Who will take home the Palme d’Or this year? Which film will get the longest standing ovation? Who will walk out of a midnight screening in tears, and which film will explode out of nowhere? There’s only one place to have these conversations: Cannes Film Festival 2026.

The Poster Question: Freedom, Yes — But for Whom?

Let’s start with the poster, because this year’s choice is both beautiful and slightly troubling. The official poster, designed by Hartland Villa, features a black-and-white photograph from Ridley Scott’s Thelma & Louise set. Geena Davis and Susan Sarandon standing on a 1966 Ford Thunderbird convertible.

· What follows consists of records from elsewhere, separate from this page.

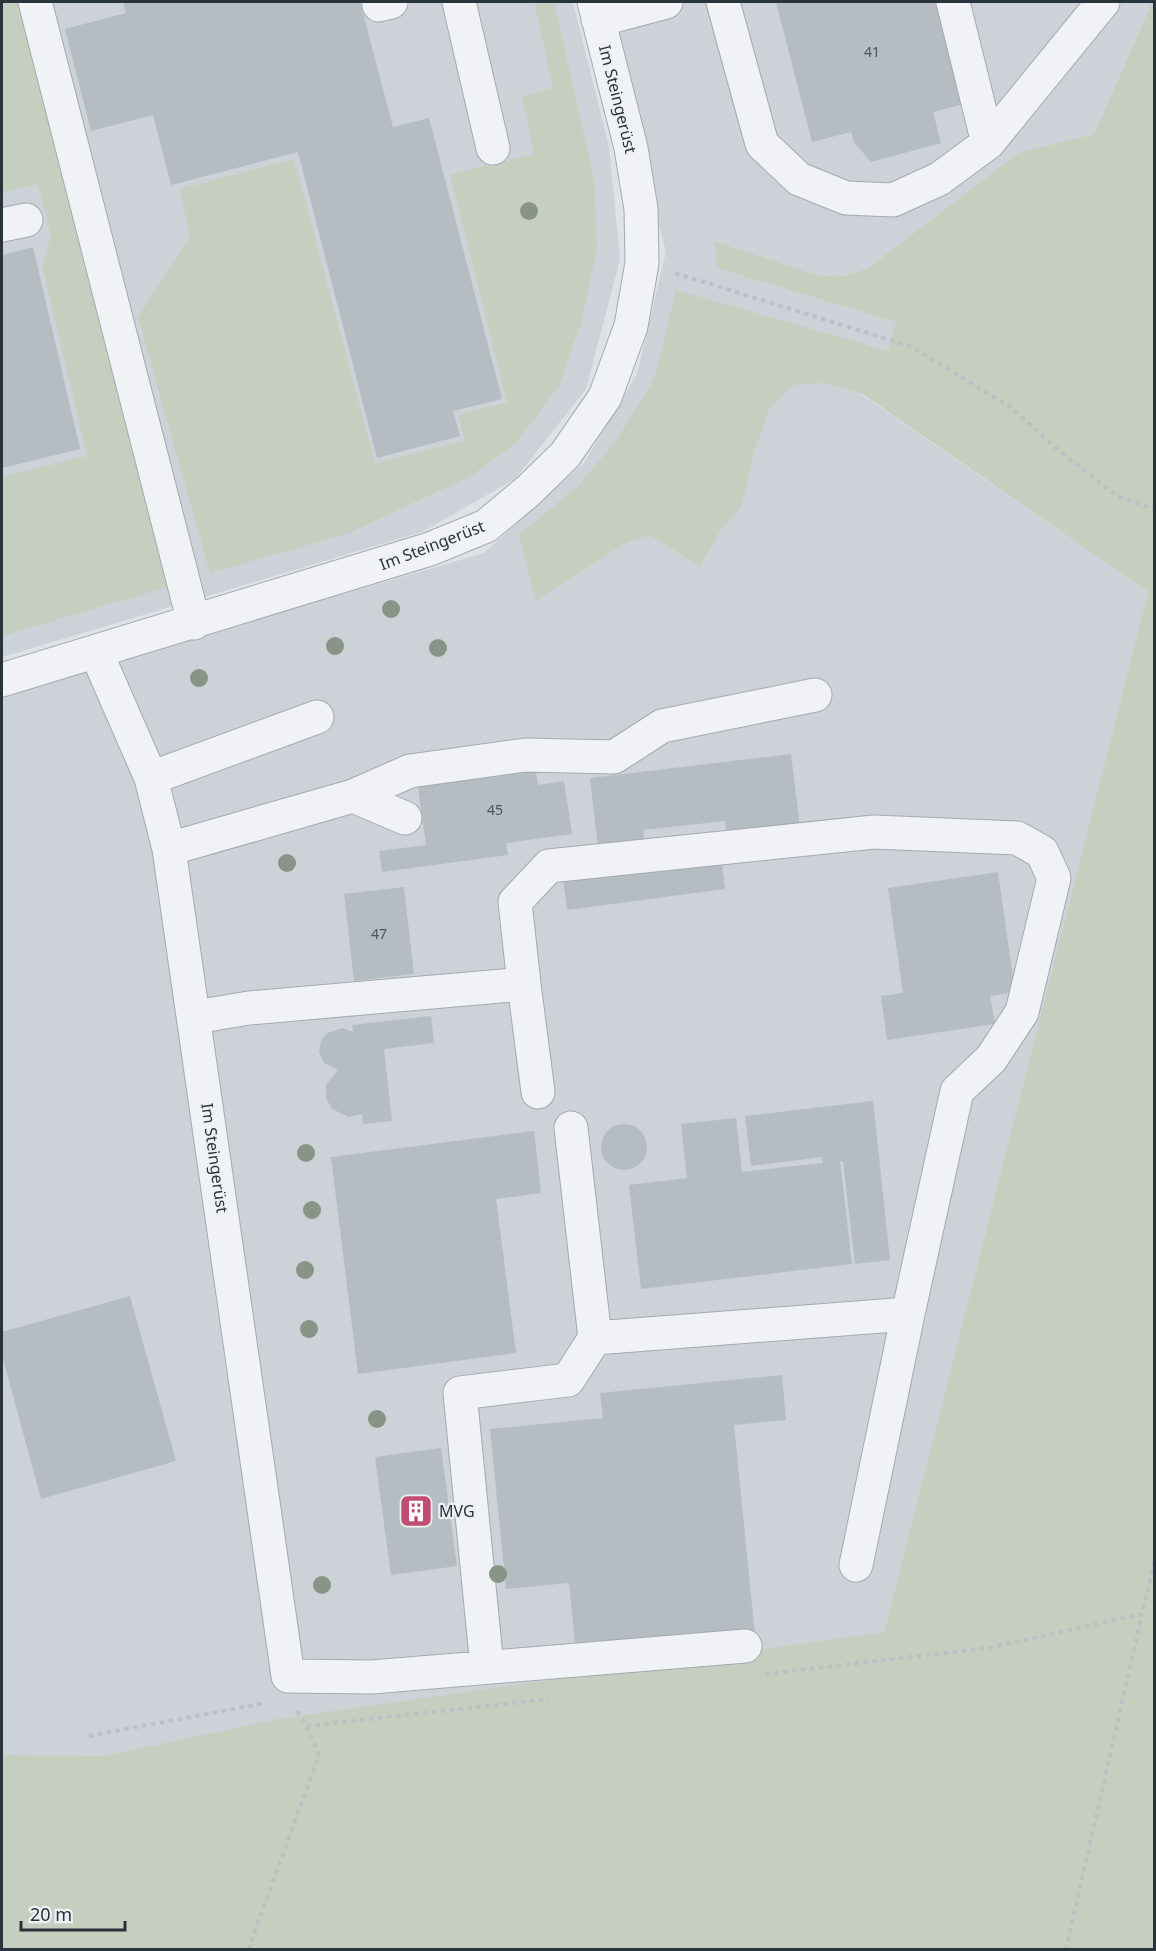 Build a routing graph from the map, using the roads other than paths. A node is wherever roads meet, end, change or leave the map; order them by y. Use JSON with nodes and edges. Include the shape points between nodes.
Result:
{"nodes":[{"id":1,"x":35,"y":2,"type":"edge"},
{"id":2,"x":459,"y":2,"type":"edge"},
{"id":3,"x":666,"y":2,"type":"edge"},
{"id":4,"x":723,"y":2,"type":"edge"},
{"id":5,"x":953,"y":2,"type":"edge"},
{"id":6,"x":1103,"y":2,"type":"edge"},
{"id":7,"x":596,"y":11,"type":"edge"},
{"id":8,"x":988,"y":143,"type":"junction"},
{"id":9,"x":493,"y":148,"type":"dead end"},
{"id":10,"x":194,"y":623,"type":"junction"},
{"id":11,"x":96,"y":652,"type":"junction"},
{"id":12,"x":2,"y":680,"type":"edge"},
{"id":13,"x":815,"y":695,"type":"dead end"},
{"id":14,"x":317,"y":717,"type":"dead end"},
{"id":15,"x":151,"y":778,"type":"junction"},
{"id":16,"x":353,"y":796,"type":"junction"},
{"id":17,"x":405,"y":818,"type":"dead end"},
{"id":18,"x":169,"y":849,"type":"junction"},
{"id":19,"x":524,"y":984,"type":"junction"},
{"id":20,"x":195,"y":1017,"type":"junction"},
{"id":21,"x":538,"y":1092,"type":"dead end"},
{"id":22,"x":571,"y":1128,"type":"dead end"},
{"id":23,"x":908,"y":1314,"type":"junction"},
{"id":24,"x":595,"y":1338,"type":"junction"},
{"id":25,"x":856,"y":1565,"type":"dead end"},
{"id":26,"x":745,"y":1646,"type":"dead end"},
{"id":27,"x":488,"y":1667,"type":"junction"}],
"edges":[{"from":1,"to":10,"type":"street"},
{"from":2,"to":9,"type":"street"},
{"from":3,"to":7,"type":"street"},
{"from":4,"to":8,"type":"street","via":[[762,144],[799,179],[846,198],[893,200],[939,178]]},
{"from":5,"to":8,"type":"street"},
{"from":6,"to":8,"type":"street"},
{"from":7,"to":10,"type":"street","name":"Im Steingerüst","via":[[631,148],[642,209],[642,263],[631,326],[605,397],[565,455],[486,526],[430,549]]},
{"from":10,"to":11,"type":"street","name":"Im Steingerüst"},
{"from":11,"to":12,"type":"street","name":"Im Steingerüst"},
{"from":11,"to":15,"type":"street","name":"Im Steingerüst"},
{"from":13,"to":16,"type":"street","via":[[662,726],[614,756],[525,755],[410,771]]},
{"from":14,"to":15,"type":"street"},
{"from":15,"to":18,"type":"street","name":"Im Steingerüst"},
{"from":16,"to":17,"type":"street"},
{"from":16,"to":18,"type":"street"},
{"from":18,"to":20,"type":"street","name":"Im Steingerüst"},
{"from":19,"to":20,"type":"street","via":[[249,1008]]},
{"from":19,"to":21,"type":"street"},
{"from":19,"to":23,"type":"street","via":[[515,902],[549,866],[874,832],[1017,838],[1042,852],[1054,878],[1022,1012],[991,1059],[957,1090]]},
{"from":20,"to":27,"type":"street","name":"Im Steingerüst","via":[[288,1676],[372,1677]]},
{"from":22,"to":24,"type":"street"},
{"from":23,"to":24,"type":"street"},
{"from":23,"to":25,"type":"street"},
{"from":24,"to":27,"type":"street","via":[[568,1380],[460,1393]]},
{"from":26,"to":27,"type":"street"}]} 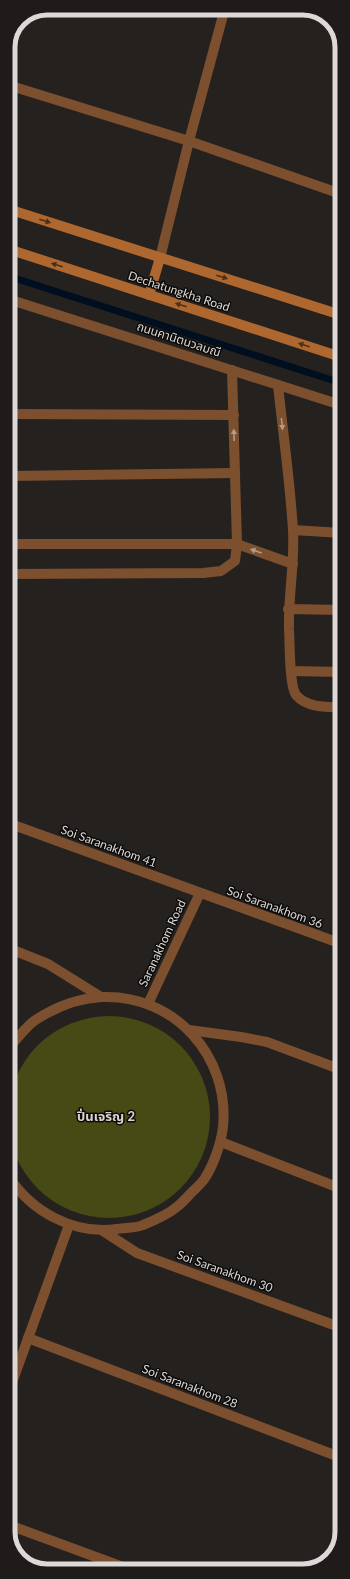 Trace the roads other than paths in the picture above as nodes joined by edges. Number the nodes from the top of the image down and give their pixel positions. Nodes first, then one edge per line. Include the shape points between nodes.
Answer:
1 (222, 15) edge
2 (15, 87) edge
3 (189, 141) junction
4 (335, 192) edge
5 (15, 211) edge
6 (15, 252) edge
7 (160, 258) junction
8 (149, 295) junction
9 (15, 301) edge
10 (335, 313) edge
11 (335, 355) edge
12 (232, 370) junction
13 (278, 385) junction
14 (335, 403) edge
15 (15, 414) edge
16 (234, 415) junction
17 (235, 473) junction
18 (15, 476) edge
19 (293, 530) junction
20 (335, 533) edge
21 (15, 544) edge
22 (237, 544) junction
23 (293, 564) junction
24 (15, 574) edge
25 (288, 609) junction
26 (335, 610) edge
27 (291, 671) junction
28 (335, 672) edge
29 (335, 707) edge
30 (15, 825) edge
31 (200, 893) junction
32 (335, 941) edge
33 (15, 951) edge
34 (101, 997) junction
35 (148, 1004) junction
36 (189, 1030) junction
37 (15, 1041) edge
38 (335, 1067) edge
39 (221, 1142) junction
40 (335, 1186) edge
41 (15, 1193) edge
42 (69, 1225) junction
43 (103, 1231) junction
44 (335, 1325) edge
45 (28, 1338) junction
46 (15, 1374) edge
47 (335, 1455) edge
48 (15, 1527) edge
49 (115, 1564) edge

1 - 3 street
2 - 3 street
3 - 4 street
3 - 7 street
5 -> 7 street
8 -> 6 street, Dechatungkha Road
7 - 8 street
7 -> 10 street
11 -> 8 street, Dechatungkha Road
9 - 12 street, ถนนคานิตนวลมณี
12 - 13 street, ถนนคานิตนวลมณี
12 - 16 street
13 - 14 street, ถนนคานิตนวลมณี
13 -> 19 street
15 - 16 street
17 -> 16 street
17 - 18 street
17 - 22 street
19 - 20 street
19 - 23 street
21 - 22 street
23 -> 22 street
22 - 24 street via 235,561 221,571
23 - 25 street
25 - 26 street
25 - 27 street
27 - 28 street
27 - 29 street via 295,694 303,701 321,707
30 - 31 street, Soi Saranakhom 41
31 - 32 street, Soi Saranakhom 36
31 - 35 street, Saranakhom Road
33 - 34 street via 48,964
34 - 35 street, Saranakhom Road via 125,998
34 - 37 street, Saranakhom Road via 67,1003 36,1020
35 - 36 street, Saranakhom Road via 170,1015
36 - 38 street via 267,1042
36 - 39 street, Saranakhom Road via 208,1054 220,1082 224,1112
39 - 40 street
39 - 43 street, Saranakhom Road via 205,1178 178,1207 142,1225
41 - 42 street, Saranakhom Road via 41,1211
42 - 43 street, Saranakhom Road
42 - 45 street
43 - 44 street, Soi Saranakhom 30 via 137,1253
45 - 46 street
45 - 47 street, Soi Saranakhom 28
48 - 49 street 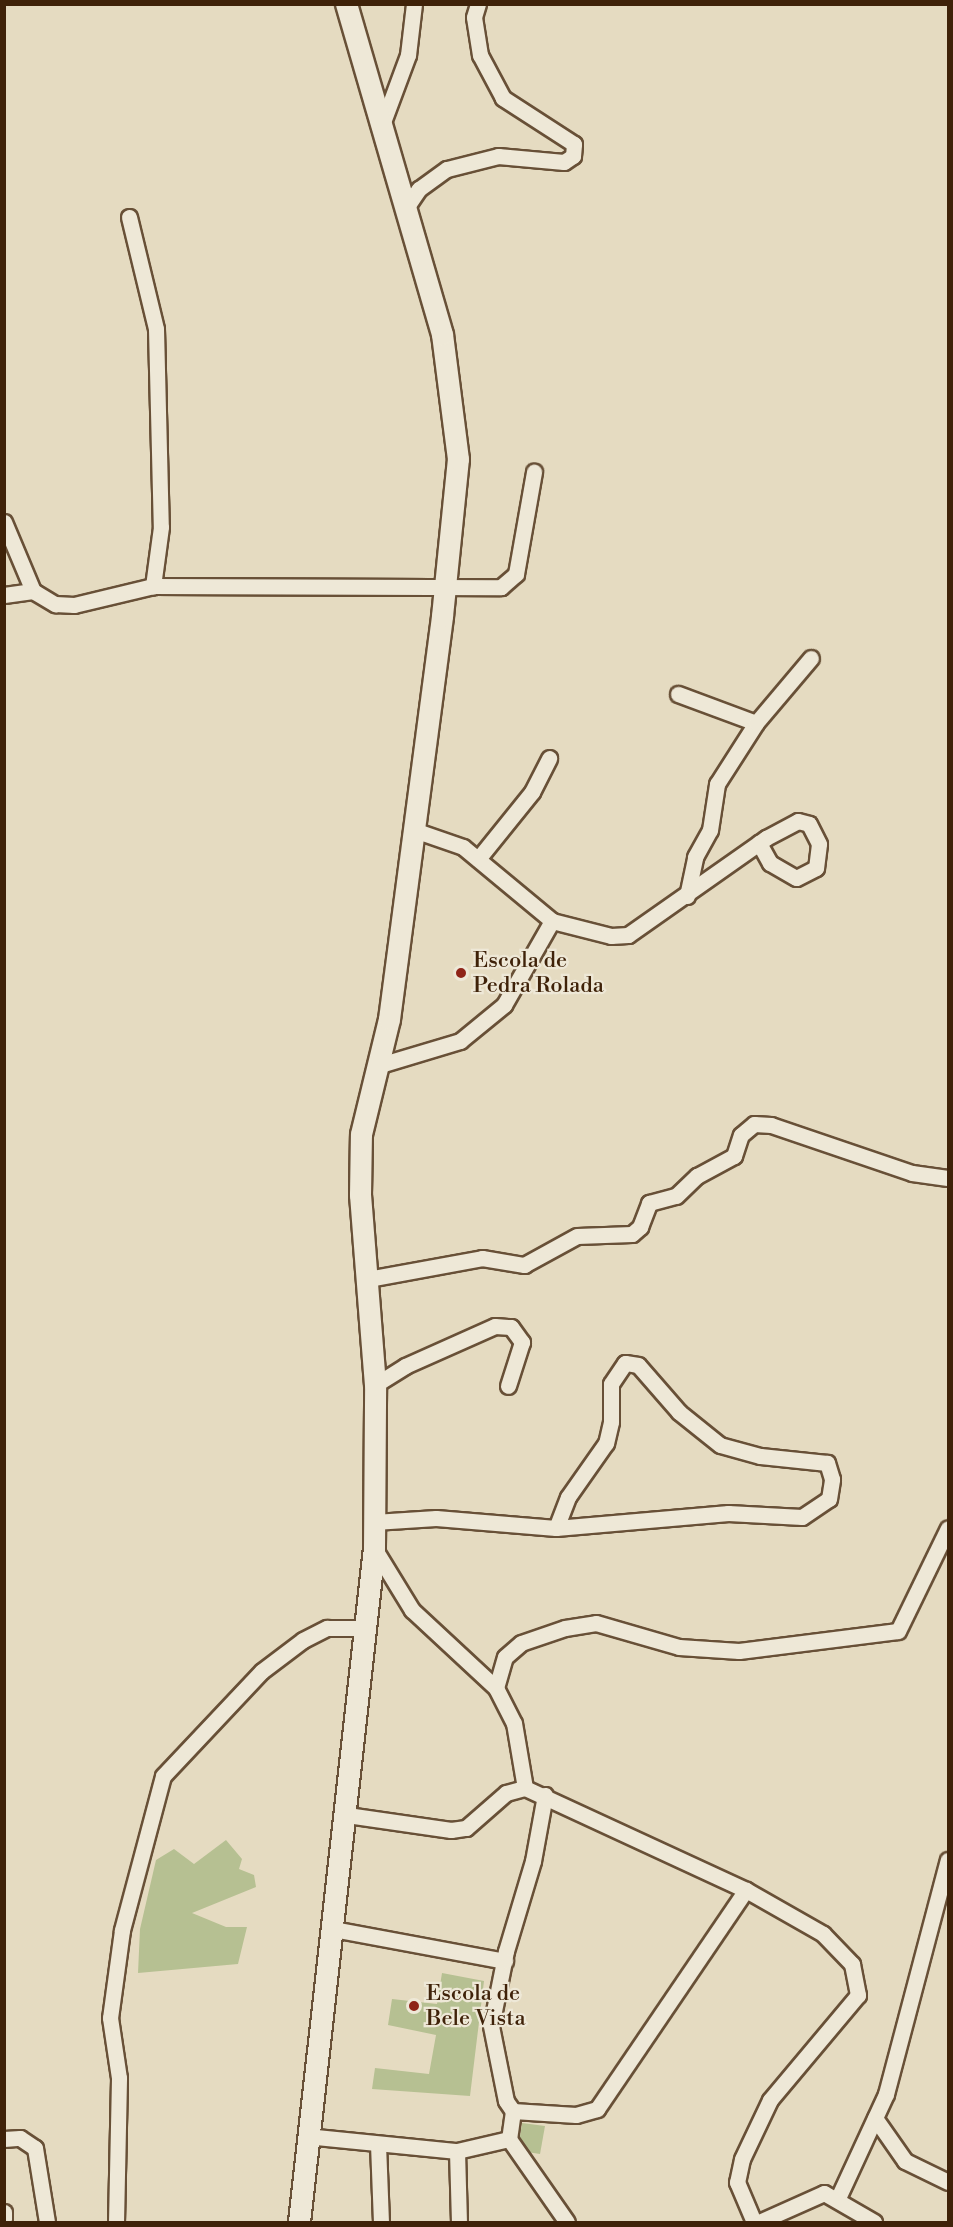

The film premiered at Cannes exactly 35 years ago, on May 20, 1991, as that year’s closing film. You can’t deny the power of the image. Two women, a car, that gaze. Without question, one of the most iconic frames in cinema history.

But it’s worth asking: is the festival celebrating women-centered cinema with this poster, or easing its conscience? Just look at this year’s main competition. Twenty-two films, five female directors. The remaining seventeen are men. Thierry Frémaux presents it as “a selection from three continents,” while placing feminist cinema’s crown jewel Thelma & Louise on the poster. Isn’t this a kind of freedom being celebrated by looking backward rather than forward? Under festival president Iris Knobloch, there’s progress in rhetoric, but not quite in practice yet. Still. The poster really is beautiful.

Everything You Need to Know About Cannes Film Festival 2026
Everything You Need To Know About Cannes Film Festival 2026

Jury: Park Chan-wook’s Table

South Korean director Park Chan-wook has been appointed jury president. Oldboy, The Handmaiden, Decision to Leave… his filmography alone is already an argument. His history with Cannes is equally solid: the Grand Prix for Oldboy, Best Director for Decision to Leave. It’s not hard to understand what Park’s presidency means. The Palme d’Or this year will probably not go to something comfortable or easily digestible. Formal daring, moral complexity, that anxiety of “what happens in the next scene?” A table has been assembled for people who love exactly those things.